Mr Sartor batted climate change questions away with arguments that are strikingly familiar 12 years later.
Anvil Hill - which changed to Mangoola in 2010 when Centennial Coal sold it to Xstrata for $400 million - was "a very large reserve of coal that would generate revenues of some $9.6 billion", Mr Sartor said.
It would create jobs, he said.
While the climate change debate was "absolutely legitimate" and the NSW Government recognised the reality of climate change, the rejection of Anvil Hill would have no impact on the burning of fossil fuels internationally, Mr Sartor said.
"To inflict a penalty on the economy of New South Wales, a penalty of many billions of dollars when there is going to be no compensating net environmental benefit because the same amount of coal will continue to be burnt from other sources, is being irrational," he said.

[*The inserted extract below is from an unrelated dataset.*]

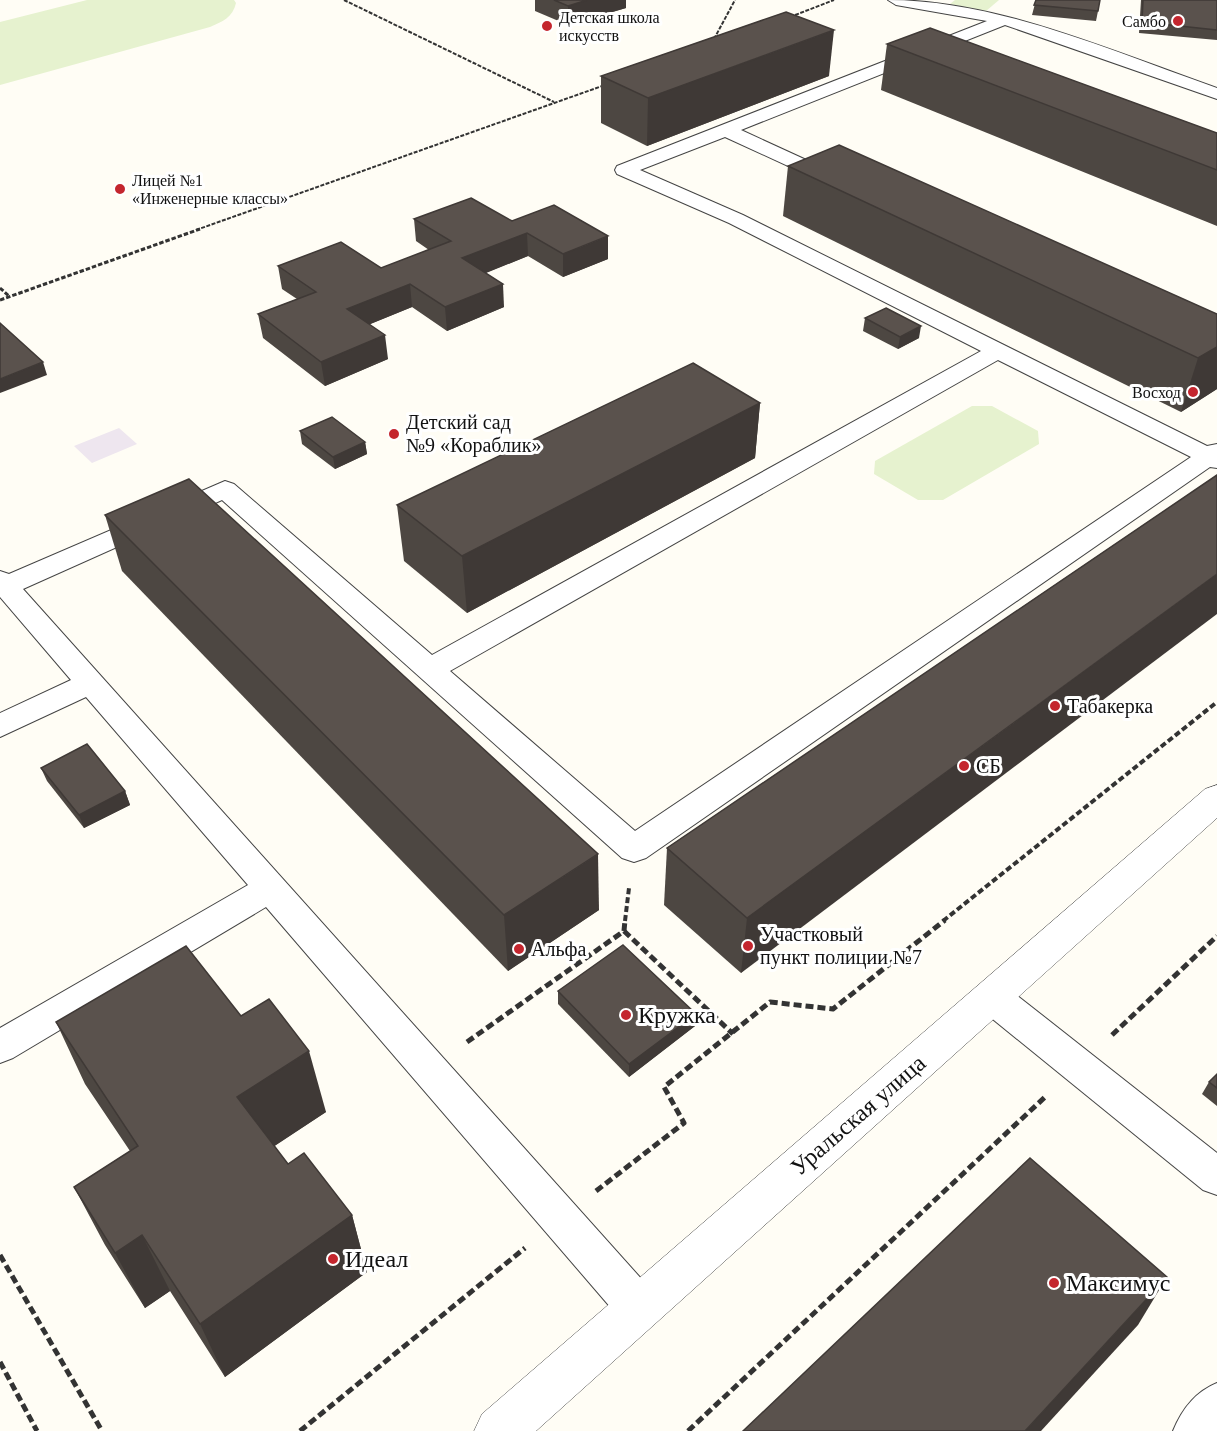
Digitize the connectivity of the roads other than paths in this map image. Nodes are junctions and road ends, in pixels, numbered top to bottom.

Twelve years later, after Kevin Rudd backed away from climate change as "the great moral challenge of our generation", and as the Morrison Federal Government struggles to respond to rising community anger about lack of action on climate change, the Anvil Hill/Mangoola coal mine is once again in the picture.
Mangoola's owner Glencore wants to expand north to recover an additional 52 million tonnes of coal from its Wybong mine site, after accelerating production for five years and bringing forward the likelihood of mine closure to 2025 because of exhausted coal reserves. For Glencore the equation is expand Mangoola or address the huge costs of closure four years earlier than expected, as well as telling more than 400 workers their jobs are at an end.
The 2007 Anvil Hill climate change protests are a memory, but Mangoola expansion plans are stirring passions.